Nor will money or prosperity buy happiness for many of us. Money that lifts people out of poverty increases happiness, but after that, the better paychecks stop paying off sense-of-well-being dividends, research shows.

One route to more happiness is called “flow,” an engrossing state that comes during creative or playful activity, psychologist Mihaly Csikszentmihalyi has found. Athletes, musicians, writers, gamers, and religious adherents know the feeling. It comes less from what you're doing than from how you do it.

Sonja Lyubomirsky of the University of California at Riverside has discovered that the road toward a more satisfying and meaningful life involves a recipe repeated in schools, churches and synagogues. Make lists of things for which you're grateful in your life, practice random acts of kindness, forgive your enemies, notice life's small pleasures, take care of your health, practice positive thinking, and invest time and energy into friendships and family.

The happiest people have strong friendships, says Ed Diener, a psychologist University of Illinois. Interestingly his research finds that most people are slightly to moderately happy, not unhappy.

On your own

Some Americans are reluctant to make these changes and remain unmotivated even though our freedom to pursue happiness is written into the preamble of the Declaration of Independence.

Don't count on the government, for now, Easterbrook says.

Our economy lacks the robustness to sustain policy changes that would bring about more happiness, like reorienting cities to minimize commute times.

The onus is on us.

“There are selfish reasons to behave in altruistic ways,” says Gregg Easterbrook, author of “The Progress Paradox: How Life Gets Better While People Feel Worse” (Random House, 2004).

“Research shows that people who are grateful, optimistic and forgiving have better experiences with their lives, more happiness, fewer strokes, and higher incomes,” according to Easterbrook. “If it makes world a better place at same time, this is a real bonus.”

Diener has collected specific details on this.

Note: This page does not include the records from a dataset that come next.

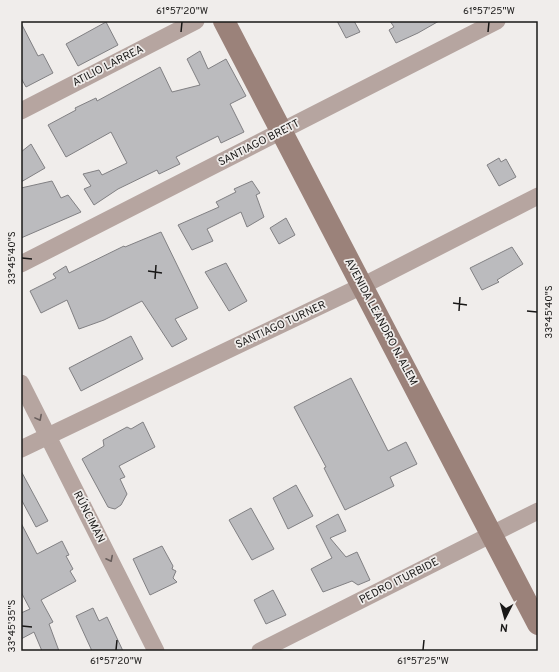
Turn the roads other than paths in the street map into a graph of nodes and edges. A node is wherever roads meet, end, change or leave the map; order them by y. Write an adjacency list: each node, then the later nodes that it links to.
1 (196, 21): 4 (street, ATILIO LARREA)
2 (224, 21): 5 (main road, AVENIDA LEANDRO N. ALEM)
3 (497, 21): 5 (street, SANTIAGO BRETT)
4 (21, 111)
5 (282, 131): 7 (street, SANTIAGO BRETT); 8 (main road, AVENIDA LEANDRO N. ALEM)
6 (538, 196): 8 (street, SANTIAGO TURNER)
7 (21, 264)
8 (362, 286): 10 (street, SANTIAGO TURNER); 13 (main road, AVENIDA LEANDRO N. ALEM)
9 (21, 383): 10 (street, RÚNCIMAN, one-way to 10)
10 (48, 435): 11 (street, SANTIAGO TURNER); 15 (street, RÚNCIMAN, one-way to 15)
11 (21, 449)
12 (538, 511): 13 (street, PEDRO ITURBIDE)
13 (492, 535): 14 (main road, AVENIDA LEANDRO N. ALEM); 16 (street, PEDRO ITURBIDE)
14 (538, 624)
15 (156, 651)
16 (260, 651)

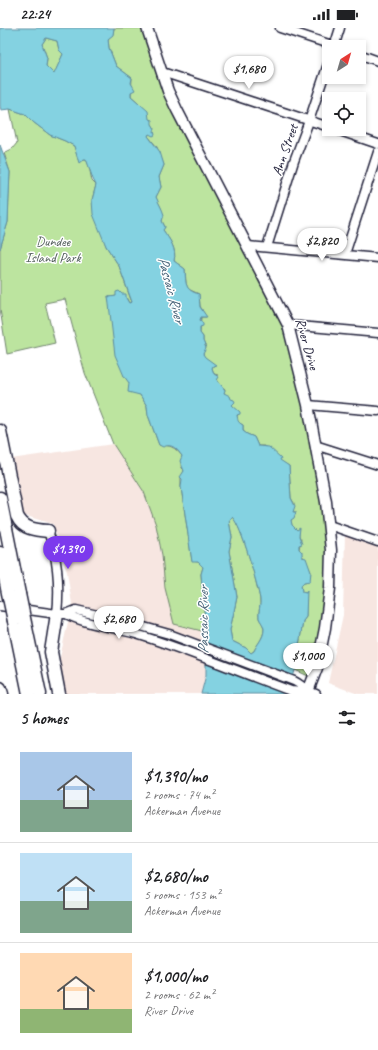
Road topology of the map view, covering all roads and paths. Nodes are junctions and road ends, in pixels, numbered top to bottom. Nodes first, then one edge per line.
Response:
1 (147, 28) edge
2 (280, 28) edge
3 (340, 28) edge
4 (337, 40) edge
5 (322, 43) edge
6 (366, 57) edge
7 (378, 61) edge
8 (162, 72) junction
9 (322, 82) edge
10 (309, 121) junction
11 (322, 125) edge
12 (355, 136) edge
13 (378, 144) edge
14 (378, 152) edge
15 (248, 246) junction
16 (267, 247) junction
17 (345, 254) junction
18 (378, 258) edge
19 (288, 325) junction
20 (378, 333) edge
21 (308, 405) junction
22 (378, 411) edge
23 (0, 431) edge
24 (315, 445) junction
25 (378, 465) edge
26 (0, 498) edge
27 (329, 524) junction
28 (48, 531) joint
29 (378, 542) edge
30 (0, 553) edge
31 (14, 593) junction
32 (0, 606) edge
33 (62, 614) junction
34 (19, 622) junction
35 (0, 688) edge
36 (310, 693) edge
37 (2, 694) edge
38 (29, 694) edge
39 (40, 694) edge
40 (59, 694) edge

1 - 8 main road, River Drive
2 - 5 street
3 - 4 street
6 - 7 street
8 - 10 street
8 - 15 main road, River Drive
9 - 10 street, Ann Street
10 - 11 street
10 - 16 street, Ann Street
12 - 13 street
14 - 17 street
15 - 16 street
15 - 19 main road, River Drive
16 - 17 street
17 - 18 street
19 - 20 street
19 - 21 main road, River Drive
21 - 22 street
21 - 24 main road, River Drive
23 - 28 highway
24 - 25 street
24 - 27 main road, River Drive
26 - 31 highway
27 - 29 street
27 - 36 main road, River Drive
28 - 33 street
30 - 31 highway
31 - 34 highway, bridge
32 - 33 street
33 - 36 street
33 - 36 street
33 - 40 highway
34 - 38 highway
34 - 39 highway
35 - 37 highway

People who positively evaluate their well-being on average have stronger immune systems, are better citizens at work, earn more income, have better marriages, are more sociable, and cope better with difficulties.

Unhappy by default

Lethargy holds many people back from doing the things that lead to happiness.

Easterbrook, also a Visiting Fellow at the Brookings Institute, goes back to Freud, who theorized that unhappiness is a default condition because it takes less effort to be unhappy than to be happy.

“If you are looking for something to complain about, you are absolutely certain to find it,” Easterbrook told LiveScience. “It requires some effort to achieve a happy outlook on life, and most people don't make it. Most people take the path of least resistance. Far too many people today don't make the steps to make their life more fulfilling one.”

Source: http://www.livescience.com/humanbiology/060227_happiness_keys.html

  Debby : State of Ease

Re: Happy Resources

Debby said May 5, 2007, 11:04 AM:

 

Alex,

This piece you posted mentions Dr. Martin Seligan from The University of Pennsylvania.  He is the Head of their Reflective Happiness Program.  I have contributed to his studies by filling out the questionnaires on his site.  It is pretty interesting.  He also wrote a book, Authenic Happiness.  I have not read it though so can't give an opinion it.

Thanks for the free ebook info - I”ll download it.

Debby

  Alex Chua : Clarity Coach

Re: Happy Resources

Alex Chua said May 5, 2007, 11:48 AM:

 

Hi Debby,

Yes, Dr. Martin's work is amazing & both Learned Optimism & Authentic Happiness are very useful books.

I've been a member at the Authentic Happiness site for a while but have not completed all their tests. Their most popular test is the VIA Signature Strengths Questionnaire which identifies our strengths from among 24 Character Strengths.

Also, there's one that measures Overall Happiness… Authentic Happiness Inventory Questionnaire, one for Current Happiness… Fordyce Emotions Questionnaire & another to  assess Enduring Happiness… General Happiness Questionnaire

They even have a Gratitude Questionnaire to measure Appreciation about the Past as well as tests for Optimism About the Future & Forgiveness.